Damián Szifrón est sans doute le principal invité surprise de cette compétition officielle. Argentin, moins de 40 ans, deux films à son actif (le dernier réalisé en 2005), il joue aussi le rôle de l’inconnu. Alors on a envie d’y croire, à son amusant préambule où les passagers d’un avion se rendent compte peu à peu qu’ils sont tous liés à Gabriel Pasternak. Ce raté décide par ce biais de régler ses comptes pour de bon avec les acteurs de son existence : un piqué tout droit sur un couple âgé se pavanant au cœur de son antre pavillonnaire.
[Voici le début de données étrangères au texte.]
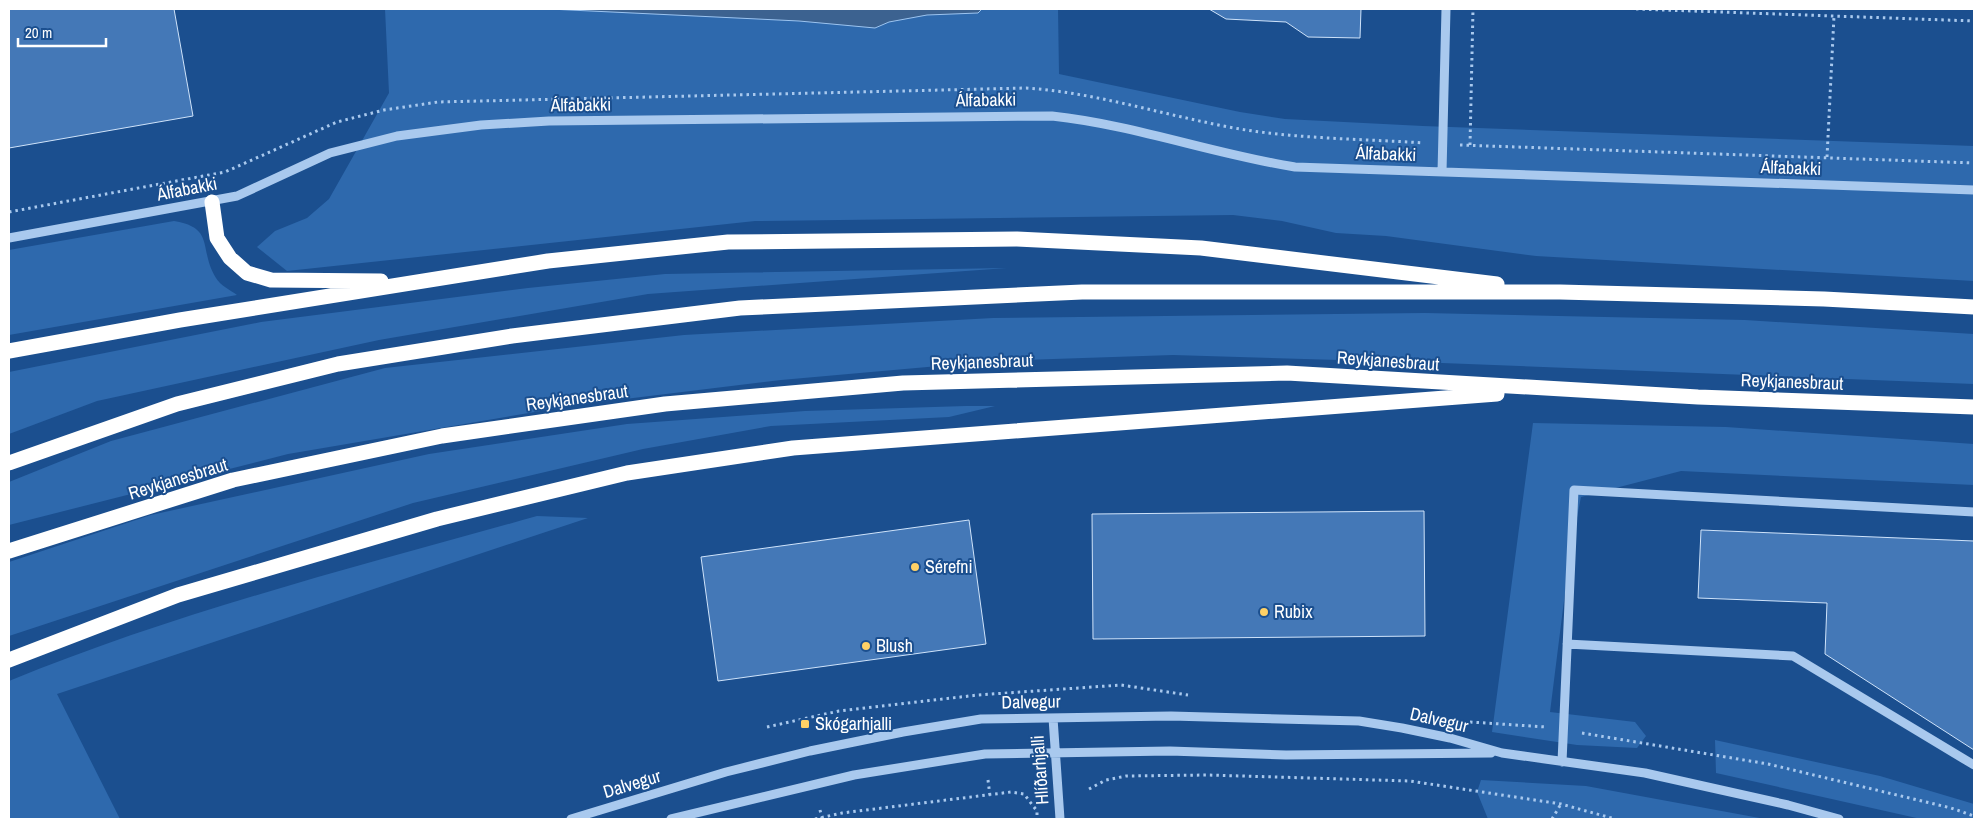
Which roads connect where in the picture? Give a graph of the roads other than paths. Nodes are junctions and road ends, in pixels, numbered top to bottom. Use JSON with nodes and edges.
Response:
{"nodes":[{"id":1,"x":1446,"y":9,"type":"edge"},
{"id":2,"x":1442,"y":172,"type":"junction"},
{"id":3,"x":1974,"y":190,"type":"edge"},
{"id":4,"x":212,"y":202,"type":"junction"},
{"id":5,"x":9,"y":238,"type":"edge"},
{"id":6,"x":424,"y":282,"type":"junction"},
{"id":7,"x":1560,"y":292,"type":"junction"},
{"id":8,"x":1974,"y":307,"type":"edge"},
{"id":9,"x":9,"y":351,"type":"edge"},
{"id":10,"x":1552,"y":390,"type":"junction"},
{"id":11,"x":1974,"y":407,"type":"edge"},
{"id":12,"x":9,"y":463,"type":"edge"},
{"id":13,"x":1974,"y":512,"type":"edge"},
{"id":14,"x":9,"y":551,"type":"edge"},
{"id":15,"x":1567,"y":644,"type":"junction"},
{"id":16,"x":9,"y":660,"type":"edge"},
{"id":17,"x":1052,"y":718,"type":"junction"},
{"id":18,"x":1054,"y":752,"type":"junction"},
{"id":19,"x":1502,"y":753,"type":"junction"},
{"id":20,"x":1562,"y":762,"type":"junction"},
{"id":21,"x":1974,"y":765,"type":"edge"},
{"id":22,"x":571,"y":819,"type":"edge"},
{"id":23,"x":671,"y":819,"type":"edge"},
{"id":24,"x":1060,"y":819,"type":"edge"},
{"id":25,"x":1839,"y":819,"type":"edge"}],
"edges":[{"from":1,"to":2,"type":"street"},
{"from":2,"to":3,"type":"street","name":"Álfabakki"},
{"from":2,"to":4,"type":"street","name":"Álfabakki"},
{"from":4,"to":5,"type":"street","name":"Álfabakki"},
{"from":4,"to":6,"type":"highway"},
{"from":6,"to":7,"type":"highway"},
{"from":6,"to":9,"type":"highway"},
{"from":7,"to":8,"type":"highway"},
{"from":7,"to":12,"type":"highway"},
{"from":10,"to":11,"type":"highway","name":"Reykjanesbraut"},
{"from":10,"to":14,"type":"highway","name":"Reykjanesbraut"},
{"from":10,"to":16,"type":"highway"},
{"from":13,"to":15,"type":"street"},
{"from":15,"to":20,"type":"street"},
{"from":15,"to":21,"type":"street"},
{"from":17,"to":18,"type":"street","name":"Hlíðarhjalli"},
{"from":17,"to":19,"type":"street","name":"Dalvegur"},
{"from":17,"to":22,"type":"street","name":"Dalvegur"},
{"from":18,"to":19,"type":"street","name":"Dalvegur"},
{"from":18,"to":23,"type":"street","name":"Dalvegur"},
{"from":18,"to":24,"type":"street","name":"Hlíðarhjalli"},
{"from":19,"to":20,"type":"street","name":"Dalvegur"},
{"from":20,"to":25,"type":"street","name":"Dalvegur"}]}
Il s’agit donc du premier sketch, d’autres suivront après un générique où défilent des animaux sauvages : la vie sera cette jungle où l’homme déraille parfois de la bienséance de la civilisation pour se laisser aller à quelque instinct primitif.
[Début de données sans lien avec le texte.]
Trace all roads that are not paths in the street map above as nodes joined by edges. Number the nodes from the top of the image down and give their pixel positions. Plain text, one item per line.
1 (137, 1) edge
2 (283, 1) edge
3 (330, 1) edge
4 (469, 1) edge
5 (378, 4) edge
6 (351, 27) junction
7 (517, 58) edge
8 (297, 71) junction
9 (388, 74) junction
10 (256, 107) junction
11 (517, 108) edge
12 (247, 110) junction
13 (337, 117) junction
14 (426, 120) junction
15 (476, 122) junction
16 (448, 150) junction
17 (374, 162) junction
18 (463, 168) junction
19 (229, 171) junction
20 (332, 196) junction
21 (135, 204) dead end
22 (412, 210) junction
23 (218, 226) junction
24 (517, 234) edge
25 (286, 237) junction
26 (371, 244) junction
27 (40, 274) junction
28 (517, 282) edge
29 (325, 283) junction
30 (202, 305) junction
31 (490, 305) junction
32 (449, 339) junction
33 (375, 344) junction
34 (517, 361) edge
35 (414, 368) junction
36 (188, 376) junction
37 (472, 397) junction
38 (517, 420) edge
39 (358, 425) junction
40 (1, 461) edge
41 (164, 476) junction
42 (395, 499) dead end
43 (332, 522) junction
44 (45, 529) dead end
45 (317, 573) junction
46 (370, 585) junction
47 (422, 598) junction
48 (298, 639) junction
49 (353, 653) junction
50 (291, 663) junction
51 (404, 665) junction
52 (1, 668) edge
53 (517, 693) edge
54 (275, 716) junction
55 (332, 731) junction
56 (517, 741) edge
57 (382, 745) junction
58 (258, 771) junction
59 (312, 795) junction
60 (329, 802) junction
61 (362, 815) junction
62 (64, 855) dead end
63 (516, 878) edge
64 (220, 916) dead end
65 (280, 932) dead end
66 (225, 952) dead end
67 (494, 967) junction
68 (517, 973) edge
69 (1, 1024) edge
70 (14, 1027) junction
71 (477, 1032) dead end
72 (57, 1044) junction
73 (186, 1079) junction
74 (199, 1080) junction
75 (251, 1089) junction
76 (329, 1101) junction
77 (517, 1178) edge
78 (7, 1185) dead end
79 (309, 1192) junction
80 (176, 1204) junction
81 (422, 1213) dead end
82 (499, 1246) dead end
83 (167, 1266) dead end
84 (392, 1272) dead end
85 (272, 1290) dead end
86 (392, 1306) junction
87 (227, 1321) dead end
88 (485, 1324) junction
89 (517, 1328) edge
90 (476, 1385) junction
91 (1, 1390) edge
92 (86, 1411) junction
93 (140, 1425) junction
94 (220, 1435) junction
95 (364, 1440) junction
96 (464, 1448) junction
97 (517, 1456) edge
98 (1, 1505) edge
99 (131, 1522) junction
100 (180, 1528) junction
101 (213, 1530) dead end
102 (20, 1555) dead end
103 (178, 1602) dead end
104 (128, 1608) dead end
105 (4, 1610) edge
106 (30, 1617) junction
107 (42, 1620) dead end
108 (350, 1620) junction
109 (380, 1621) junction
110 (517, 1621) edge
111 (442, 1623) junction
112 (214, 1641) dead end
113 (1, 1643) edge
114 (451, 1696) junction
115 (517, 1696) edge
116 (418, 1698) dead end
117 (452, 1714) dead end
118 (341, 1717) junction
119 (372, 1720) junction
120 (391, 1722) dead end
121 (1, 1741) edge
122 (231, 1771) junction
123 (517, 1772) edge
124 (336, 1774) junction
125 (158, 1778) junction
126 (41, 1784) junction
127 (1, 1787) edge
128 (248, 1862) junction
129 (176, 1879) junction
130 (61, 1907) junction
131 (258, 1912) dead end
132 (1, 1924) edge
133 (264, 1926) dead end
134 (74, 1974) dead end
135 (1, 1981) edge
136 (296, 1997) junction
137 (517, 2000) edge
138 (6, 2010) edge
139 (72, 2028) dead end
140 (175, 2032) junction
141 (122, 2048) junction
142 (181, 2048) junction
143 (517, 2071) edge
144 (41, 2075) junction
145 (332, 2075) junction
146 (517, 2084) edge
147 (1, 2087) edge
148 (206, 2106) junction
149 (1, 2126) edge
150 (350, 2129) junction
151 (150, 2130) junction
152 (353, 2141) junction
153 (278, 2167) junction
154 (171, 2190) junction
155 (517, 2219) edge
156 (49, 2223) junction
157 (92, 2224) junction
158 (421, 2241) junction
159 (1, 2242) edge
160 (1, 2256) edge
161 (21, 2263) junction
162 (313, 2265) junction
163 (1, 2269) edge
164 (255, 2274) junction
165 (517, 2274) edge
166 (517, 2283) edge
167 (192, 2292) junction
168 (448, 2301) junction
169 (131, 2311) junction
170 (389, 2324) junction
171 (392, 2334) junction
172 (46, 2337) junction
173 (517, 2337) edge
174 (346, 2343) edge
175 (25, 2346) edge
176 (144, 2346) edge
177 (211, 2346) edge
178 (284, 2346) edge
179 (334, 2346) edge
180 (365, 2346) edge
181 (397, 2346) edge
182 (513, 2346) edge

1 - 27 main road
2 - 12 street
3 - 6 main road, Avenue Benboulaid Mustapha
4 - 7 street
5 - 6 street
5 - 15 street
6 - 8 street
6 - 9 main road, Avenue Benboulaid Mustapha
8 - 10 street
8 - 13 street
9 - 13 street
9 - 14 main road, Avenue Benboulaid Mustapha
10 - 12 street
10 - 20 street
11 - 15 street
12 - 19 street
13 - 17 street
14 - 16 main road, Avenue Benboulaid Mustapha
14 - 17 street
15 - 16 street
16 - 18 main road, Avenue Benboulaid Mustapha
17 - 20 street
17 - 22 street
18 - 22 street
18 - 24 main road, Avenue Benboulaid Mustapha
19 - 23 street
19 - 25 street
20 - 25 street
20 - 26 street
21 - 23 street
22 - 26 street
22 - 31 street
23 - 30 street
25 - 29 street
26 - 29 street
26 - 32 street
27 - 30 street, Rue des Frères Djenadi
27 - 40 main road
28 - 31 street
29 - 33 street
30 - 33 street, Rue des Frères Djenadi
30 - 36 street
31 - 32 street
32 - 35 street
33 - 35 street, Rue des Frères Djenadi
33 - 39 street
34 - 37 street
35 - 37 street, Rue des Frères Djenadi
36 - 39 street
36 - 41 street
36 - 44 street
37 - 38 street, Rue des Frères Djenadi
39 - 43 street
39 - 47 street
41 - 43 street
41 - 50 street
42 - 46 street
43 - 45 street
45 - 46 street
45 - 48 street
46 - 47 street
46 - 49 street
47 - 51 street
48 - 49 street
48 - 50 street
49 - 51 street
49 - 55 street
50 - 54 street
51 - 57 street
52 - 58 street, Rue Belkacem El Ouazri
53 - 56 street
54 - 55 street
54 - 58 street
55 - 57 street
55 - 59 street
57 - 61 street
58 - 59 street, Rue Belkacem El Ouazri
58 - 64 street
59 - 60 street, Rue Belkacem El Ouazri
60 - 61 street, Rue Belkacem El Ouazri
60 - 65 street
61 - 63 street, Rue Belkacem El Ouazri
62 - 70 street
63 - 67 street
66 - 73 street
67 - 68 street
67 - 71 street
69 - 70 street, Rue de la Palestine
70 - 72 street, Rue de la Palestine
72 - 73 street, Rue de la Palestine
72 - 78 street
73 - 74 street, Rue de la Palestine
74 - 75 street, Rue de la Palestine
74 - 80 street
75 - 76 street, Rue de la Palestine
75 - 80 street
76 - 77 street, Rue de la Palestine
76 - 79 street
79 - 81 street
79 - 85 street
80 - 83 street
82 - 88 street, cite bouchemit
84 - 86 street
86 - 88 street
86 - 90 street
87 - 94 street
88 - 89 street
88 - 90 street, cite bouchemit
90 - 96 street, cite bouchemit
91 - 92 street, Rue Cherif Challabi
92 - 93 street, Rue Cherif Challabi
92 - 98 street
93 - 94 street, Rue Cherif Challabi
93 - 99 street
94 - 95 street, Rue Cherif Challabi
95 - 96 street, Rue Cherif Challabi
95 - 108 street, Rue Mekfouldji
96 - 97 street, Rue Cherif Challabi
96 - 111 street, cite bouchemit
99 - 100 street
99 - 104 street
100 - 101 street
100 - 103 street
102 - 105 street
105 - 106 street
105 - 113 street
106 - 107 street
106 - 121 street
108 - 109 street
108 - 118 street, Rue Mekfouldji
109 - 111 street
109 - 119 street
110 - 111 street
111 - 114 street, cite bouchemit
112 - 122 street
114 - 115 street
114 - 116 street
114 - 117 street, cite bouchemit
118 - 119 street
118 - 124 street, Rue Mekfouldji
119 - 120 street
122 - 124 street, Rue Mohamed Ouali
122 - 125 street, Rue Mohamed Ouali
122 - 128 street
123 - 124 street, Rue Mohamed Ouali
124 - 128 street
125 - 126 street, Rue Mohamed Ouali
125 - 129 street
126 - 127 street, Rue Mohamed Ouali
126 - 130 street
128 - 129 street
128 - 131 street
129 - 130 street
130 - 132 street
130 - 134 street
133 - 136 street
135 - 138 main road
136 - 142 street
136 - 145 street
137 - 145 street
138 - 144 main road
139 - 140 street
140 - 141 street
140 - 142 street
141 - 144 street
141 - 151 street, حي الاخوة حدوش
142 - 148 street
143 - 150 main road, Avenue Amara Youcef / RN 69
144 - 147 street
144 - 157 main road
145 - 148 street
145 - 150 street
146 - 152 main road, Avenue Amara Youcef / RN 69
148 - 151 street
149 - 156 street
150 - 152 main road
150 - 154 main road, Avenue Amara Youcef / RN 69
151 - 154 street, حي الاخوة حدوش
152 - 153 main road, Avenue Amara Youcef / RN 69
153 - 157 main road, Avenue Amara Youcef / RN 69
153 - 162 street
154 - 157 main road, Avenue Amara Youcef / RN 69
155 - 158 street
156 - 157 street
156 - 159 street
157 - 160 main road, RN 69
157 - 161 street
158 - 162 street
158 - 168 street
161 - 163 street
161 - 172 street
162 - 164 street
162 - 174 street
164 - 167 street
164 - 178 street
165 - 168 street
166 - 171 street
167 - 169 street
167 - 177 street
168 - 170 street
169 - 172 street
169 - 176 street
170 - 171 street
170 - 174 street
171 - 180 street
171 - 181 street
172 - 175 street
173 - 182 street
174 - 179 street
On a envie d’y croire mais on n’y croit pas bien longtemps, le film n’en est pas vraiment un, c’est le déroulé d’une idée (cf. plus ci-dessus). À la fin de la projection, on sera mieux armé car l’on aura appris que le monde est cruel – il y a notamment des inégalités sociales (des riches et des pauvres), des injustices (des PV abusifs), des tromperies (des adultères). Et puis aussi de la violence. Bien planqué derrière la farce avec des rebondissements (tout ça n’est pas si simple), le rapport à la violence n’en est pas moins complaisant et dessine peu à peu une bonne vieille fable populiste. L’an dernier était présenté dans la même compétition A Touch of Sin de Jia Zhang-ke qui partageait les mêmes motifs (frustration et humiliation sociales débouchant sur des pics de violences) et une même structure segmentée. On peut alors bien mesurer toute la distance entre ces deux films, quand Jia Zhang-ke déployait une cartographie chinoise et un réseau souterrain de cette violence – avec la question sous-jacente du soulèvement et de l’insurrection –, Relatos Salvajes fait paresseusement grouiller un petit monde dans sa fange. Quant à la mise en scène, ce n’est peut-être pas la peine d’insister sur l’abîme entre l’un et l’autre film : la précision et l’attention d’une part, les gros sabots de l’autre.
Absents cette année, Matteo Garrone et/ou Paolo Sorrentino ne nous manquent pas, mais on se demande s’ils n’ont pas envoyé une taupe nommée Damián Szifrón. Le pire est que ce dernier tient parfois de belles choses, comme cette improbable réconciliation du couple lors du sketch final. Mais il noie immédiatement cet étonnant instant de cinéma dans sa surenchère systématique : Relatos Salvajes se termine logiquement par un coït dans un gros gâteau à la crème.